When Kids Say the Darnedest Things
Our precious kids are exposed to a large number of people every day. Each person that they come in contact with can potentially influence them in some way. What happens, then, when your kids utter some breathtakingly racist, sexist, ageist, classist, or otherwise prejudiced statement out of the blue? What is the best way for you to respond?
- 1. In a calm and non-accusatory manner, tell your kids that those are hurtful words. Explain to your kids how stereotypes and false assumptions about people can be hurtful. Ask your kids how they would feel if someone judged them adversely based on their race, gender, socioeconomic group, etc. Discuss how every person is a unique individual who may or may not conform to any stereotypical trait. Discuss people your kids know who do not fit within stereotypes (i.e., the elderly neighbor who goes off-roading in his 4×4 truck, the lady down the block who is a professional arc welder, and the Sunday school teacher who holds a PhD and comes from an affluent family but actively speaks against consumerism and lives a life of apparent poverty). Discuss empathy and the value of human understanding. Discuss the value of humans.

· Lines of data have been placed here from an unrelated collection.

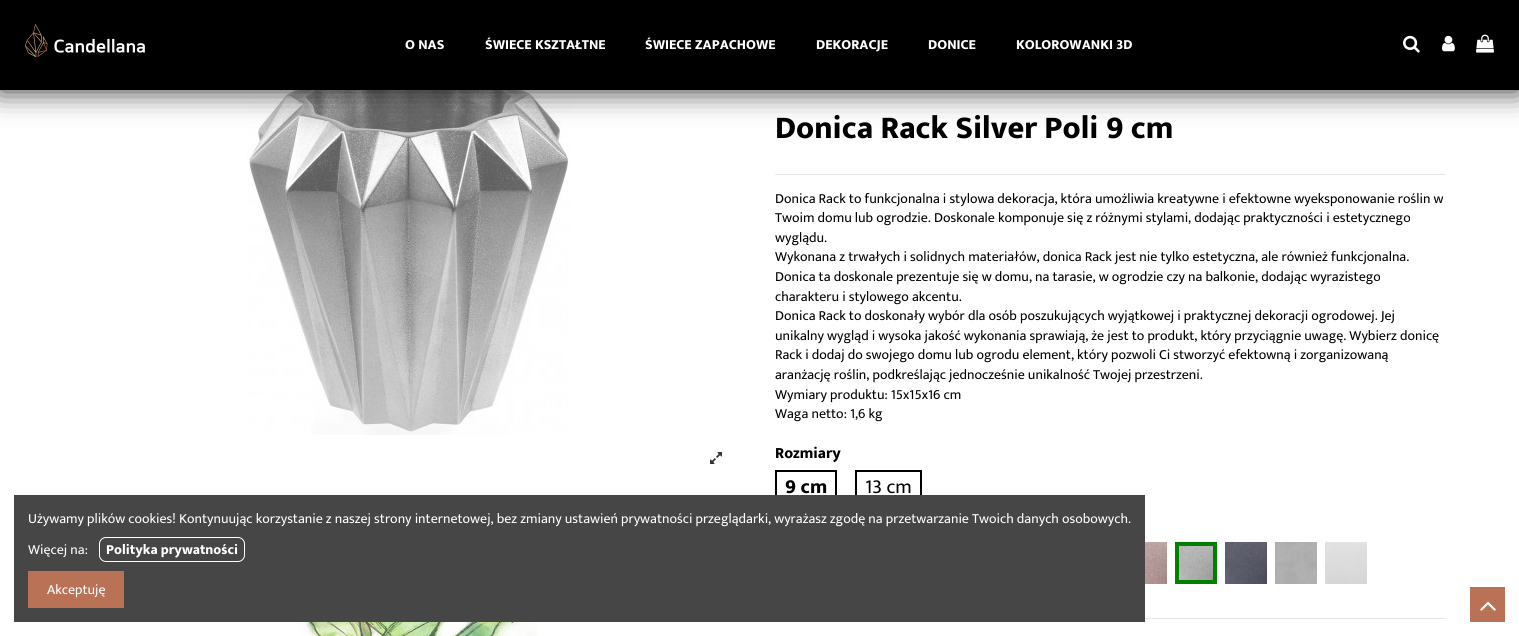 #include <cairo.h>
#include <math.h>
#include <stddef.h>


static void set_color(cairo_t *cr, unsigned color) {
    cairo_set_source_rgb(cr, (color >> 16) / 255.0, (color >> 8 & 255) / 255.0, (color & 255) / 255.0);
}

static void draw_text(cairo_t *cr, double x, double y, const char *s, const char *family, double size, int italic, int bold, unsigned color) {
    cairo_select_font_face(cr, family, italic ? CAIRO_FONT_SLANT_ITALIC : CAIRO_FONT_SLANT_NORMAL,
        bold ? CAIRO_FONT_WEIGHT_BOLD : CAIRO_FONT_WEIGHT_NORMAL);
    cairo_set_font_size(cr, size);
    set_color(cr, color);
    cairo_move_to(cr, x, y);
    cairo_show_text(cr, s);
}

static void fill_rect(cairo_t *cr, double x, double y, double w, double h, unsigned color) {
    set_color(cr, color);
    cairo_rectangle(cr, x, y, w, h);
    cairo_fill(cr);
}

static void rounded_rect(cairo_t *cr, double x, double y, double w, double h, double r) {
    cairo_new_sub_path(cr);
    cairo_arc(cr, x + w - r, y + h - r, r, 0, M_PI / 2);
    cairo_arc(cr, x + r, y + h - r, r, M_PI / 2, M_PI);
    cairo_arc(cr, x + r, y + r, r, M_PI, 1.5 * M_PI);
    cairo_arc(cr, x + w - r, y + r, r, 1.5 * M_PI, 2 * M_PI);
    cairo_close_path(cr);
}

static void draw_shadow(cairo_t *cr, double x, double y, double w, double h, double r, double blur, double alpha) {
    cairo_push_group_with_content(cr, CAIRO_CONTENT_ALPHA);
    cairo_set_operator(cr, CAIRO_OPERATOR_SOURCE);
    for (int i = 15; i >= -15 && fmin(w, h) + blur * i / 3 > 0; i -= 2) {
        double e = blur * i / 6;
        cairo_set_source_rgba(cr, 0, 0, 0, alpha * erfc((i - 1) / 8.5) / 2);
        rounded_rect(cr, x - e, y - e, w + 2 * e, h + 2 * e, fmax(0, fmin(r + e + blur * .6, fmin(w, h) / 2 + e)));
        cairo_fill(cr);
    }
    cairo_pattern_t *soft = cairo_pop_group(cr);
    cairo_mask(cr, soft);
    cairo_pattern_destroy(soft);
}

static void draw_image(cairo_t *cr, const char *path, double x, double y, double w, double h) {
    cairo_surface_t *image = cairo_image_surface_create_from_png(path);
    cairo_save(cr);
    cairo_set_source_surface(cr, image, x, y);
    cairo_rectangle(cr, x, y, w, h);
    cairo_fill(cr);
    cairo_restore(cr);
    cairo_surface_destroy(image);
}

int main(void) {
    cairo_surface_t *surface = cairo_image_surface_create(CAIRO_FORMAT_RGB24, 1519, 636);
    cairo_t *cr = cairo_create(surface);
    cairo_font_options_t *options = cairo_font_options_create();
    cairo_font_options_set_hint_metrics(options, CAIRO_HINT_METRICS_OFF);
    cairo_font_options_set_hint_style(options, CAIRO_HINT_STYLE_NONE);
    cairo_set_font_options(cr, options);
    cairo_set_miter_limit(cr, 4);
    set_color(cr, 0xFFFFFF);
    cairo_paint(cr);
    draw_image(cr, "assets/img5.png", 247, 90, 323, 345);
    set_color(cr, 0x000000);
    draw_shadow(cr, -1, -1, 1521, 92, 0, 15, 0.8);
    fill_rect(cr, 0, 0, 1519, 90, 0x000000);
    draw_image(cr, "assets/img1.png", 25, 24, 120, 34);
    draw_text(cr, 405, 49, "O NAS", "Mukta ExtraBold", 14, 0, 0, 0xFFFFFF);
    draw_text(cr, 485, 49, "ŚWIECE KSZTAŁTNE", "Mukta ExtraBold", 14, 0, 0, 0xFFFFFF);
    draw_text(cr, 645, 49, "ŚWIECE ZAPACHOWE", "Mukta ExtraBold", 14, 0, 0, 0xFFFFFF);
    draw_text(cr, 816, 49, "DEKORACJE", "Mukta ExtraBold", 14, 0, 0, 0xFFFFFF);
    draw_text(cr, 928, 49, "DONICE", "Mukta ExtraBold", 14, 0, 0, 0xFFFFFF);
    draw_text(cr, 1016, 49, "KOLOROWANKI 3D", "Mukta ExtraBold", 14, 0, 0, 0xFFFFFF);
    draw_image(cr, "assets/img2.png", 1403, 35, 17, 18);
    draw_image(cr, "assets/img3.png", 1442, 35, 13, 17);
    draw_image(cr, "assets/img4.png", 1476, 34, 18, 19);
    draw_image(cr, "assets/img6.png", 710, 452, 12, 12);
    draw_image(cr, "assets/img7.png", 299, 622, 239, 14);
    fill_rect(cr, 775, 174, 670, 1, 0xE7E7E7);
    draw_text(cr, 775, 138, "Donica Rack Silver Poli 9 cm", "Mukta ExtraBold", 32, 0, 0, 0x000000);
    draw_text(cr, 775, 203, "Donica Rack to funkcjonalna i stylowa dekoracja, która umożliwia kreatywne i efektowne wyeksponowanie roślin w", "Mukta", 14, 0, 0, 0x000000);
    draw_text(cr, 775, 222, "Twoim domu lub ogrodzie. Doskonale komponuje się z różnymi stylami, dodając praktyczności i estetycznego", "Mukta", 14, 0, 0, 0x000000);
    draw_text(cr, 775, 242, "wyglądu.", "Mukta", 14, 0, 0, 0x000000);
    draw_text(cr, 775, 261, "Wykonana z trwałych i solidnych materiałów, donica Rack jest nie tylko estetyczna, ale również funkcjonalna.", "Mukta", 14, 0, 0, 0x000000);
    draw_text(cr, 775, 281, "Donica ta doskonale prezentuje się w domu, na tarasie, w ogrodzie czy na balkonie, dodając wyrazistego", "Mukta", 14, 0, 0, 0x000000);
    draw_text(cr, 775, 301, "charakteru i stylowego akcentu.", "Mukta", 14, 0, 0, 0x000000);
    draw_text(cr, 775, 320, "Donica Rack to doskonały wybór dla osób poszukujących wyjątkowej i praktycznej dekoracji ogrodowej. Jej", "Mukta", 14, 0, 0, 0x000000);
    draw_text(cr, 775, 340, "unikalny wygląd i wysoka jakość wykonania sprawiają, że jest to produkt, który przyciągnie uwagę. Wybierz donicę", "Mukta", 14, 0, 0, 0x000000);
    draw_text(cr, 775, 359, "Rack i dodaj do swojego domu lub ogrodu element, który pozwoli Ci stworzyć efektowną i zorganizowaną", "Mukta", 14, 0, 0, 0x000000);
    draw_text(cr, 775, 379, "aranżację roślin, podkreślając jednocześnie unikalność Twojej przestrzeni.", "Mukta", 14, 0, 0, 0x000000);
    draw_text(cr, 775, 399, "Wymiary produktu: 15x15x16 cm", "Mukta", 14, 0, 0, 0x000000);
    draw_text(cr, 775, 418, "Waga netto: 1,6 kg", "Mukta", 14, 0, 0, 0x000000);
    draw_text(cr, 775, 458, "Rozmiary", "Mukta ExtraBold", 15.75, 0, 0, 0x000000);
    cairo_rectangle(cr, 776, 471, 60, 29);
    cairo_stroke(cr);
    draw_text(cr, 785, 493, "9 cm", "Mukta ExtraBold", 20, 0, 0, 0x000000);
    cairo_rectangle(cr, 856, 471, 65, 29);
    cairo_stroke(cr);
    draw_text(cr, 865, 493, "13 cm", "Mukta", 20, 0, 0, 0x000000);
    draw_image(cr, "assets/img8.png", 1145, 542, 22, 42);
    cairo_rectangle(cr, 1177, 544, 38, 38);
    set_color(cr, 0x008000);
    cairo_set_line_width(cr, 4);
    cairo_stroke(cr);
    draw_image(cr, "assets/img9.png", 1179, 546, 34, 34);
    draw_image(cr, "assets/img10.png", 1225, 542, 42, 42);
    draw_image(cr, "assets/img11.png", 1275, 542, 42, 42);
    draw_image(cr, "assets/img12.png", 1325, 542, 42, 42);
    fill_rect(cr, 1145, 618, 300, 1, 0xE7E7E7);
    fill_rect(cr, 14, 495, 1131, 127, 0x464646);
    draw_text(cr, 28, 523, "Używamy plików cookies! Kontynuując korzystanie z naszej strony internetowej, bez zmiany ustawień prywatności przeglądarki, wyrażasz zgodę na przetwarzanie Twoich danych osobowych.", "Mukta", 14, 0, 0, 0xFFFFFF);
    draw_text(cr, 28, 554, "Więcej na:", "Mukta", 14, 0, 0, 0xFFFFFF);
    rounded_rect(cr, 99.5, 537.5, 145, 24, 6.5);
    cairo_set_line_width(cr, 1);
    cairo_stroke(cr);
    draw_text(cr, 106, 554, "Polityka prywatności", "Mukta ExtraBold", 14, 0, 0, 0xFFFFFF);
    fill_rect(cr, 28, 571, 96, 37, 0xB97255);
    draw_text(cr, 47, 594, "Akceptuję", "Mukta", 14, 0, 0, 0xFFFFFF);
    fill_rect(cr, 1470, 587, 35, 35, 0xB97255);
    draw_image(cr, "assets/img13.png", 1480, 601, 16, 10);
    cairo_surface_write_to_png(surface, "output.png");
    cairo_font_options_destroy(options);
    cairo_destroy(cr);
    cairo_surface_destroy(surface);
    return 0;
}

- 2. Once you have communicated the message in #1 above, ask your kids where they learned the prejudiced perspective.
- 3. Follow up as appropriate regarding the source of that prejudiced statement. For example, if your kids says that one of their schoolmates was the source, you may be well advised to visit with your kids’ teachers and request multicultural or sensitivity training for the class or student body as a whole. You may even volunteer to help coordinate that activity. Speakers from within various stereotyped groups can be brought into the school to address prejudice and acceptance.
- 4. Monitor closely what your kids say thereafter to ensure that your kids have absorbed the message you have given them.
- 5. If prejudice persists, involve your family in activities that will cause your kids to interact with the groups about whom they are prejudiced. Help them see that their generalized assumptions about a group of people are inaccurate and inappropriate. (Activities may include going off-roading with your neighbor and his “muddy buddies”, job shadowing the lady arc welder, and going with the Sunday school teacher to a rally on the cultural challenges of consumerism.)
- 6. When prejudice persists further, you may need to consider removing your kids from the environment in which they are experiencing ongoing exposure to the prejudice. For example, if the source is a schoolmate, you may want to consider transferring your kids to a different school.
By handling prejudiced statements promptly in the above referenced manner, you can ensure that you are raising kids who are enlightened to the value of all humans, without prejudging them based on false and misleading stereotypes.